_WORK TO COMPLETE:_ Retype, exactly as they stand, the lines from the start of the data to the line that contains "Which roads connect", both ends included. Leave the pictures out.

_DATA FOR PROCESSING:_
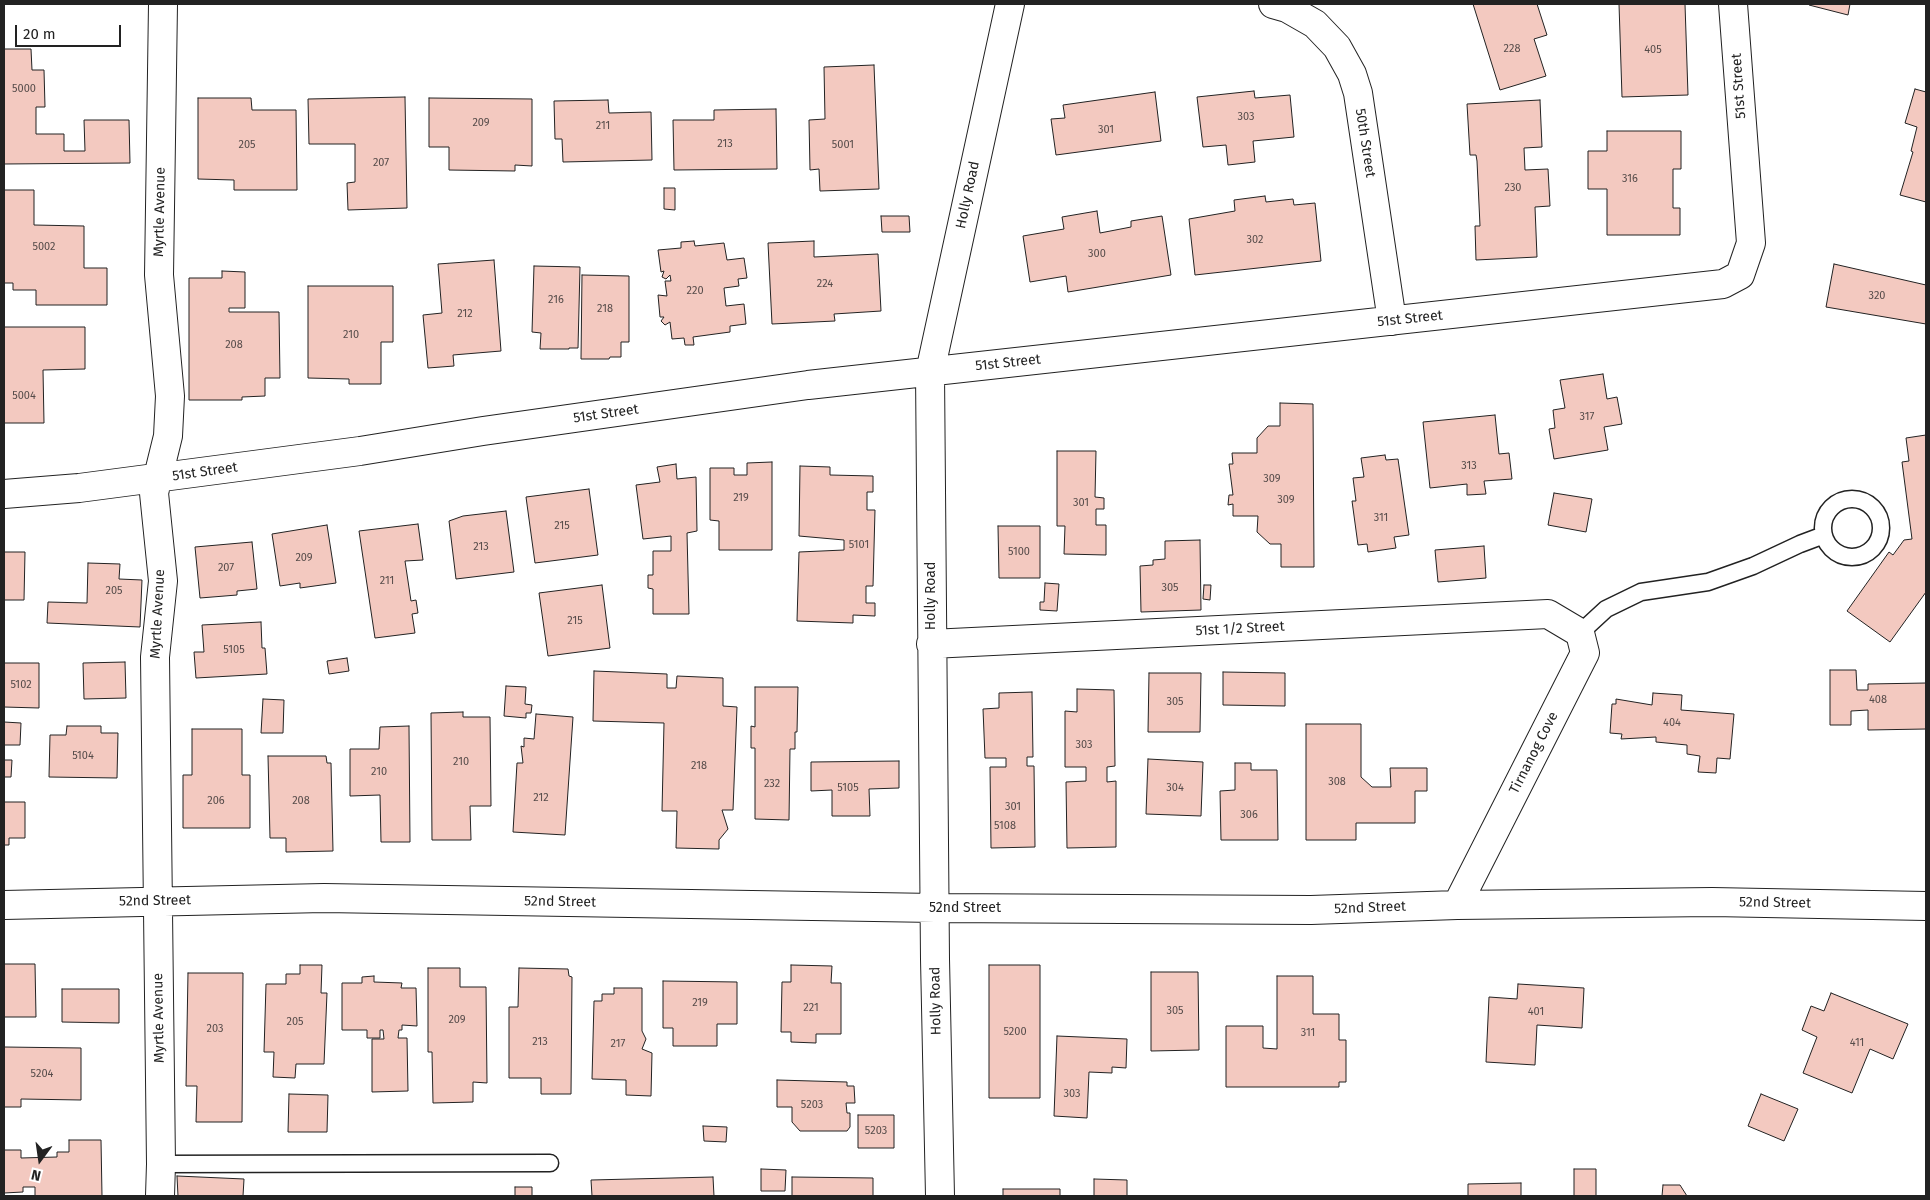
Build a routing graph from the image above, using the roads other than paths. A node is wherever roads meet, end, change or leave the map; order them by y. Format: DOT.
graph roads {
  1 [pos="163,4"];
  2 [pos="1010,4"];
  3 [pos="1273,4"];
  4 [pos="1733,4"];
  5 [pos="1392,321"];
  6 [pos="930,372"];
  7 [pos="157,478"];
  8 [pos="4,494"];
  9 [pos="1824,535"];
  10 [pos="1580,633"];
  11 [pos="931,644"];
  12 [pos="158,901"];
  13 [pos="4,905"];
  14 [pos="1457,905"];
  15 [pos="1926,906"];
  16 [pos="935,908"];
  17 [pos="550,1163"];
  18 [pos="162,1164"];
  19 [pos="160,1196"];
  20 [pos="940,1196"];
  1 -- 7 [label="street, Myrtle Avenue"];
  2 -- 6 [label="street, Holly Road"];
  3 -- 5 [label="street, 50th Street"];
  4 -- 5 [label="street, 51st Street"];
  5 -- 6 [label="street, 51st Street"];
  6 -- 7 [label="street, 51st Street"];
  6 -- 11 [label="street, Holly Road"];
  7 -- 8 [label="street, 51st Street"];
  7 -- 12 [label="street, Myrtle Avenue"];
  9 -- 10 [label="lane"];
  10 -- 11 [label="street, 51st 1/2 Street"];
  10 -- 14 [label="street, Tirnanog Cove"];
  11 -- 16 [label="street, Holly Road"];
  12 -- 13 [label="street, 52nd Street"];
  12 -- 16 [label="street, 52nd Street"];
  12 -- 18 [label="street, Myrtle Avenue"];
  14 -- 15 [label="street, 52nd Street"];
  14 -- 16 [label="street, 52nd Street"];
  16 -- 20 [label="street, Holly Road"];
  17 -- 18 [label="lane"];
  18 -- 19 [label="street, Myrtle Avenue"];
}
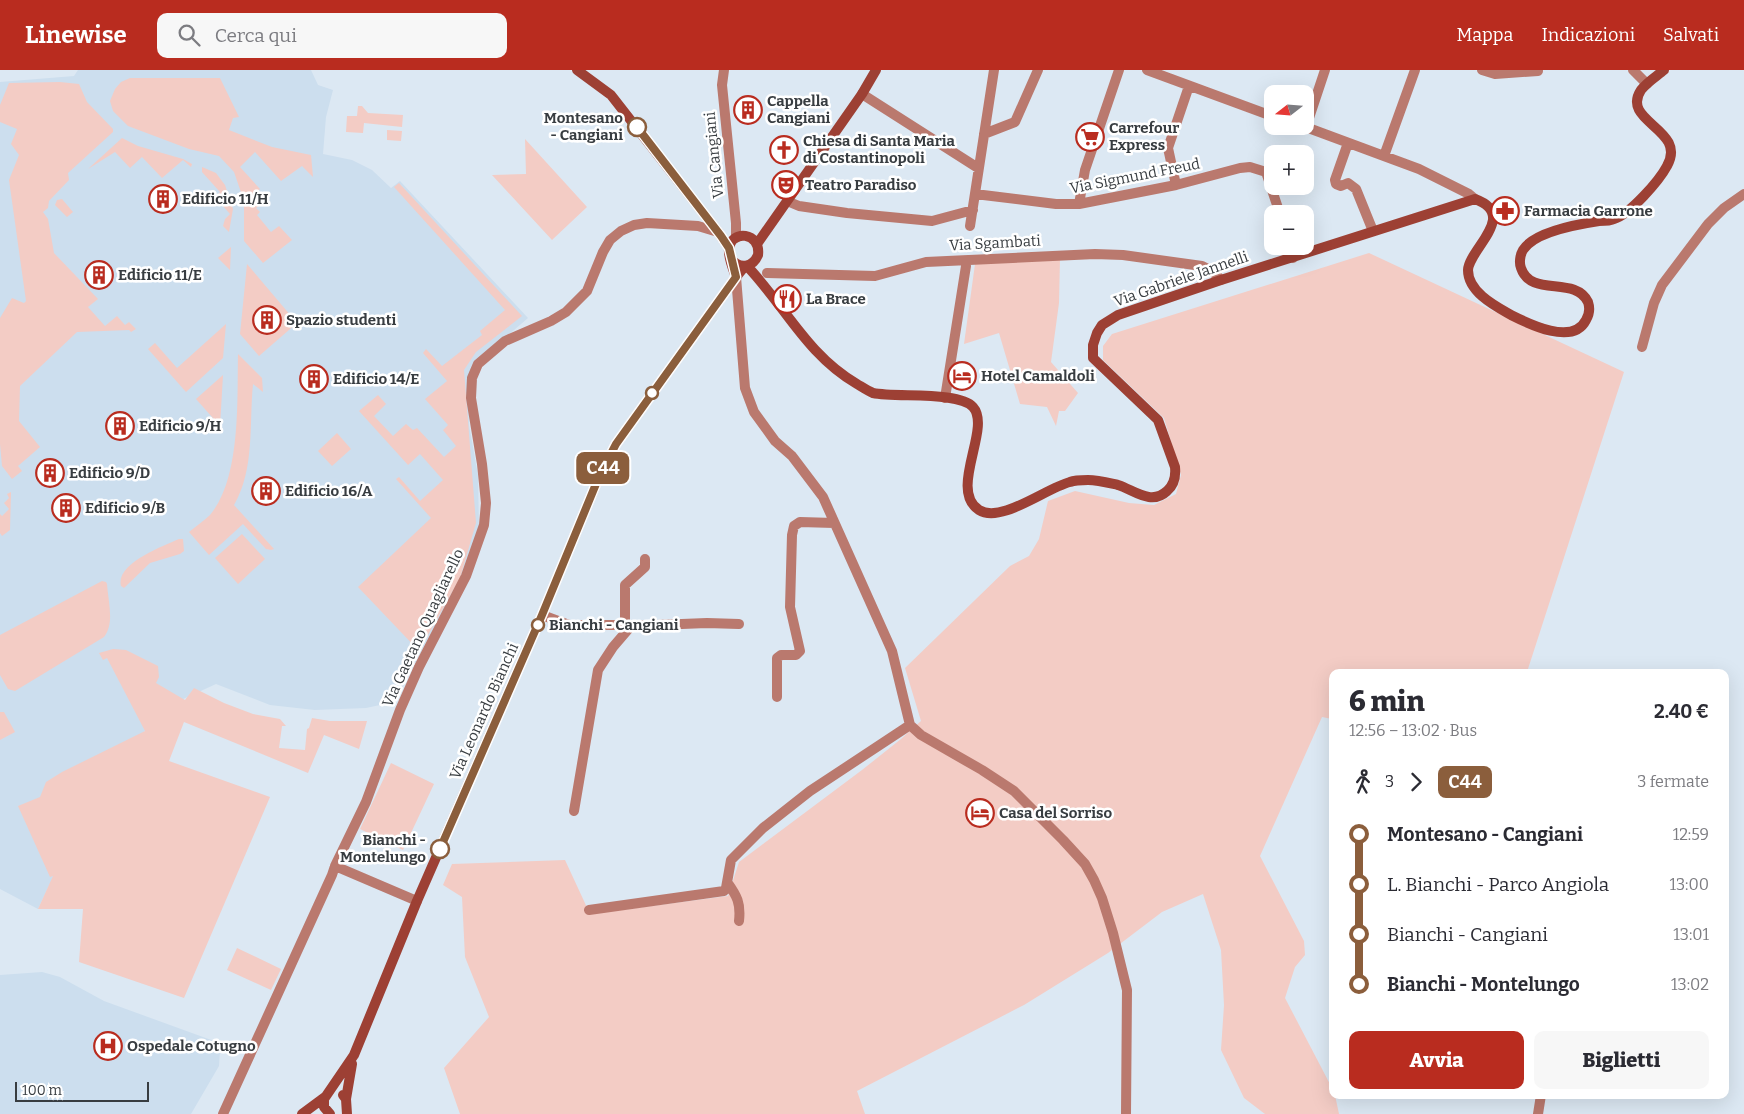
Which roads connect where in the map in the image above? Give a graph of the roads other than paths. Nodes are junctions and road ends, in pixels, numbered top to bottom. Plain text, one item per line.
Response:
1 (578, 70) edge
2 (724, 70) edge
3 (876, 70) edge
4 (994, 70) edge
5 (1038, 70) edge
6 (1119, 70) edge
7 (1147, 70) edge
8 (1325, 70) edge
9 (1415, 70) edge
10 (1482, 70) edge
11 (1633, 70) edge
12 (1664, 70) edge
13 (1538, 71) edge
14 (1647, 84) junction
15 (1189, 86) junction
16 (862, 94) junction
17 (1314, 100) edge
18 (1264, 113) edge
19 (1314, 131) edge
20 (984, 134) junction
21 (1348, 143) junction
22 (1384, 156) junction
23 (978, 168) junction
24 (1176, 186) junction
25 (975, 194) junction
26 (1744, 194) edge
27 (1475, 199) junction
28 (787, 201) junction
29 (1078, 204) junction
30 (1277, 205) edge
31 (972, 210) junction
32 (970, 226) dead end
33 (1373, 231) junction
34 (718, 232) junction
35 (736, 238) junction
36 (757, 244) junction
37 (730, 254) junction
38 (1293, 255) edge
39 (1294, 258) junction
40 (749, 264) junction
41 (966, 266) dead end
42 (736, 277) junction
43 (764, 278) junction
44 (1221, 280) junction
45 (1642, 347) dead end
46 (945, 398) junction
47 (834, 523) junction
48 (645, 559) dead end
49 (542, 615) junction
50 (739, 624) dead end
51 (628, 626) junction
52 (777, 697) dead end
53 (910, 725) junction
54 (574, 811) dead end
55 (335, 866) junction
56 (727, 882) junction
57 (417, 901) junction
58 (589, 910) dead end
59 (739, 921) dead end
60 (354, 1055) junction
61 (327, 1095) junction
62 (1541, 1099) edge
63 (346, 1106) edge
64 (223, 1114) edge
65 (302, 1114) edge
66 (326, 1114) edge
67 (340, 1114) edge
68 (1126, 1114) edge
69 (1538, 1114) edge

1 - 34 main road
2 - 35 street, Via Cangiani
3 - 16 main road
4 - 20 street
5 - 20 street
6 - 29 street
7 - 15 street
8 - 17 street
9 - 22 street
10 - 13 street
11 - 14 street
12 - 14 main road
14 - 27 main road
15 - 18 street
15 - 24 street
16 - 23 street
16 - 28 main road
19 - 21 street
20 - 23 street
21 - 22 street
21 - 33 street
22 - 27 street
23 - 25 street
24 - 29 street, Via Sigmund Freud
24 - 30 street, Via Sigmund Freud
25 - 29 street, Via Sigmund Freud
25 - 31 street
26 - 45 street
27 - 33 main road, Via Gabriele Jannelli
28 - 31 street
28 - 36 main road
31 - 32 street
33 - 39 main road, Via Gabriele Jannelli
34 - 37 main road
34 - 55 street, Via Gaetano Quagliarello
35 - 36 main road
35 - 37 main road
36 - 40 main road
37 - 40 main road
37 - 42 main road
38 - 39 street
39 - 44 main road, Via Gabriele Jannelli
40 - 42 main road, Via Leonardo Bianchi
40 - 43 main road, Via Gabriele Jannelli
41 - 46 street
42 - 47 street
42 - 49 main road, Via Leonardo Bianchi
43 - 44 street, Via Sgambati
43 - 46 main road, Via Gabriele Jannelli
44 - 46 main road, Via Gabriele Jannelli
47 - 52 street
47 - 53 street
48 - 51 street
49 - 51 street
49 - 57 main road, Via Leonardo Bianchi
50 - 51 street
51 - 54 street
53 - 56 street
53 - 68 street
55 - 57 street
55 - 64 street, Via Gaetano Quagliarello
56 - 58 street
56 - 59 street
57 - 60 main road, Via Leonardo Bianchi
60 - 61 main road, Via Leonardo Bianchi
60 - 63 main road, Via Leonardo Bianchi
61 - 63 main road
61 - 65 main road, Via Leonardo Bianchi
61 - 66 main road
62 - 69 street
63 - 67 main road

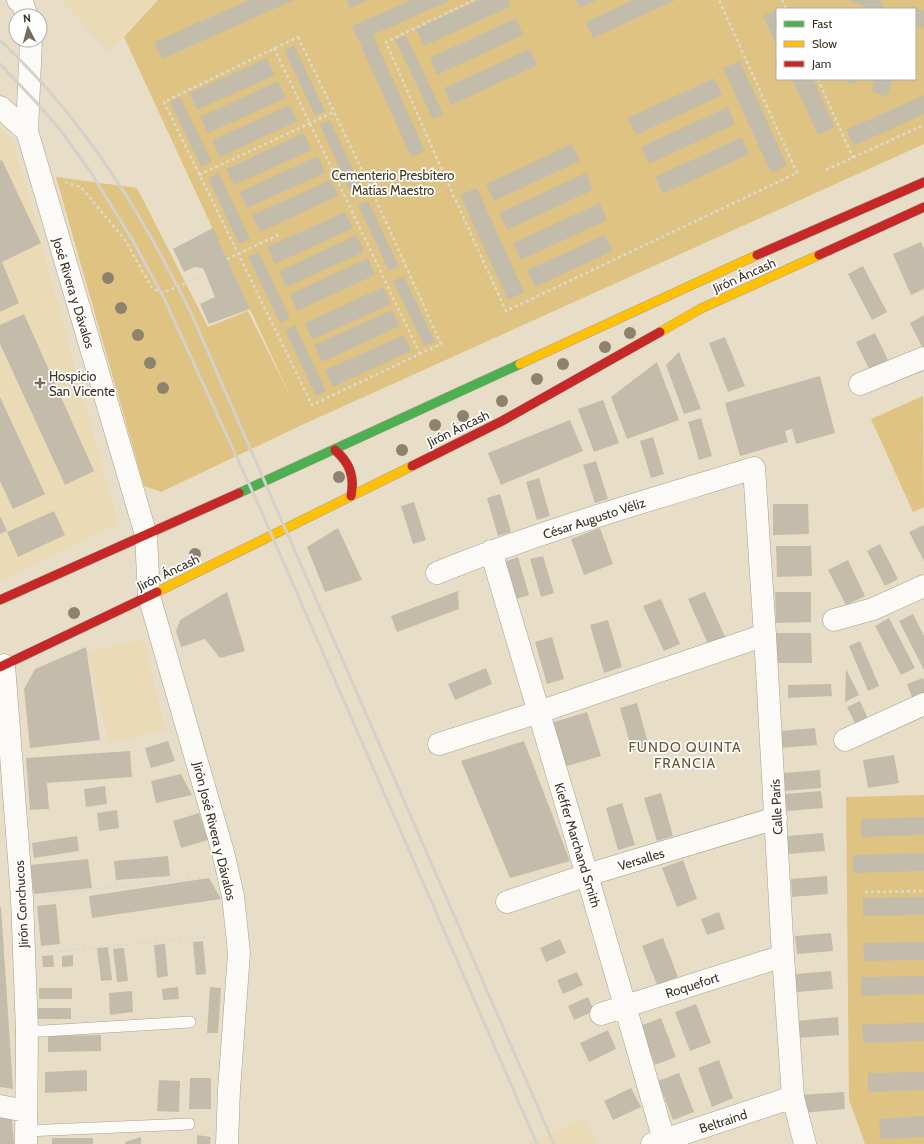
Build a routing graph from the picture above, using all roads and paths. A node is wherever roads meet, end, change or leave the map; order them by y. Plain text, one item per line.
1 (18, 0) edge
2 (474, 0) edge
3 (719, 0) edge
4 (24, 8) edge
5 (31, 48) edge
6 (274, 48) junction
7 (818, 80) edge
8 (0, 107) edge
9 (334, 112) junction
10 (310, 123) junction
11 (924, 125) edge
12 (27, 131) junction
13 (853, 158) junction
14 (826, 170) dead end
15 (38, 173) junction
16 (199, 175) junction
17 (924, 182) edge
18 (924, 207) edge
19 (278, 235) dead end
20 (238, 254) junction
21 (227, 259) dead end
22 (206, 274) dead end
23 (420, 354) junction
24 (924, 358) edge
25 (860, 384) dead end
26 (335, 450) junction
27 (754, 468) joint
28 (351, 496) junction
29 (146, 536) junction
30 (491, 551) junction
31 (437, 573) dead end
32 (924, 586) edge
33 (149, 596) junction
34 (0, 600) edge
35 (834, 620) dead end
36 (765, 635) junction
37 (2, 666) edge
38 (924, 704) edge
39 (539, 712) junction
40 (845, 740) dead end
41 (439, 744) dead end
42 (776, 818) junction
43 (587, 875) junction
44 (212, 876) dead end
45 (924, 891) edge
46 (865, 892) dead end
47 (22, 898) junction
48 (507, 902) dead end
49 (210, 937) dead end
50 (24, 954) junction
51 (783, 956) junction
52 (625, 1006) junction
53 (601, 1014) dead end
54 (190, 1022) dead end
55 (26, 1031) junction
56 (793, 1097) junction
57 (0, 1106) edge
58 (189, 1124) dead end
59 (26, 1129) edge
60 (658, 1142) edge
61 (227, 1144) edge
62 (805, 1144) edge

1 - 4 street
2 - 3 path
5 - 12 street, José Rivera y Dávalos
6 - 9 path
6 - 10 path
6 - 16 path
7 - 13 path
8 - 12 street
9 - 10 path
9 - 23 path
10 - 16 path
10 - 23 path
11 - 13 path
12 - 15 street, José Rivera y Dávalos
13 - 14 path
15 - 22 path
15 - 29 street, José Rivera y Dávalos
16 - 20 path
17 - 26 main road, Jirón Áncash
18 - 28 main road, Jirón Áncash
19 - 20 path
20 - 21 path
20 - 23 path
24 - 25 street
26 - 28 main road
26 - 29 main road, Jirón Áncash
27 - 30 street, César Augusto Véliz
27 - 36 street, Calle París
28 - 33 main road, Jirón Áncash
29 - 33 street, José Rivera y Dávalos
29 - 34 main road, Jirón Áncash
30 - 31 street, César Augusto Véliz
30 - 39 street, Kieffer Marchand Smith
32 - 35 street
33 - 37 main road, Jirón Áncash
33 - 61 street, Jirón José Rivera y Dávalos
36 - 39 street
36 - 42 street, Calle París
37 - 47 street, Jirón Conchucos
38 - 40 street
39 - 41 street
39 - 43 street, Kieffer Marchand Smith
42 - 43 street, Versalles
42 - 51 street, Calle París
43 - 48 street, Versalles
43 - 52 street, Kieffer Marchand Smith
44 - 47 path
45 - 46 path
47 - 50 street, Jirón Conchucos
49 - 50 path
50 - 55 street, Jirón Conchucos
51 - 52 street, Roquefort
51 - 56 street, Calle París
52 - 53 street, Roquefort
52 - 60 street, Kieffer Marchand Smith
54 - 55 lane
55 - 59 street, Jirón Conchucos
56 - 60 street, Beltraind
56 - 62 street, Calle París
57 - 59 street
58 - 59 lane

_RESULT OF THE EXERCISE:_
Build a routing graph from the image above, using the roads other than paths. A node is wherever roads meet, end, change or leave the map; order them by y. Format: DOT.
graph roads {
  1 [pos="163,4"];
  2 [pos="1010,4"];
  3 [pos="1273,4"];
  4 [pos="1733,4"];
  5 [pos="1392,321"];
  6 [pos="930,372"];
  7 [pos="157,478"];
  8 [pos="4,494"];
  9 [pos="1824,535"];
  10 [pos="1580,633"];
  11 [pos="931,644"];
  12 [pos="158,901"];
  13 [pos="4,905"];
  14 [pos="1457,905"];
  15 [pos="1926,906"];
  16 [pos="935,908"];
  17 [pos="550,1163"];
  18 [pos="162,1164"];
  19 [pos="160,1196"];
  20 [pos="940,1196"];
  1 -- 7 [label="street, Myrtle Avenue"];
  2 -- 6 [label="street, Holly Road"];
  3 -- 5 [label="street, 50th Street"];
  4 -- 5 [label="street, 51st Street"];
  5 -- 6 [label="street, 51st Street"];
  6 -- 7 [label="street, 51st Street"];
  6 -- 11 [label="street, Holly Road"];
  7 -- 8 [label="street, 51st Street"];
  7 -- 12 [label="street, Myrtle Avenue"];
  9 -- 10 [label="lane"];
  10 -- 11 [label="street, 51st 1/2 Street"];
  10 -- 14 [label="street, Tirnanog Cove"];
  11 -- 16 [label="street, Holly Road"];
  12 -- 13 [label="street, 52nd Street"];
  12 -- 16 [label="street, 52nd Street"];
  12 -- 18 [label="street, Myrtle Avenue"];
  14 -- 15 [label="street, 52nd Street"];
  14 -- 16 [label="street, 52nd Street"];
  16 -- 20 [label="street, Holly Road"];
  17 -- 18 [label="lane"];
  18 -- 19 [label="street, Myrtle Avenue"];
}
Which roads connect where in the map in the image above? Give a graph of the roads other than paths. Nodes are junctions and road ends, in pixels, numbered top to bottom. Plain text, one item per line.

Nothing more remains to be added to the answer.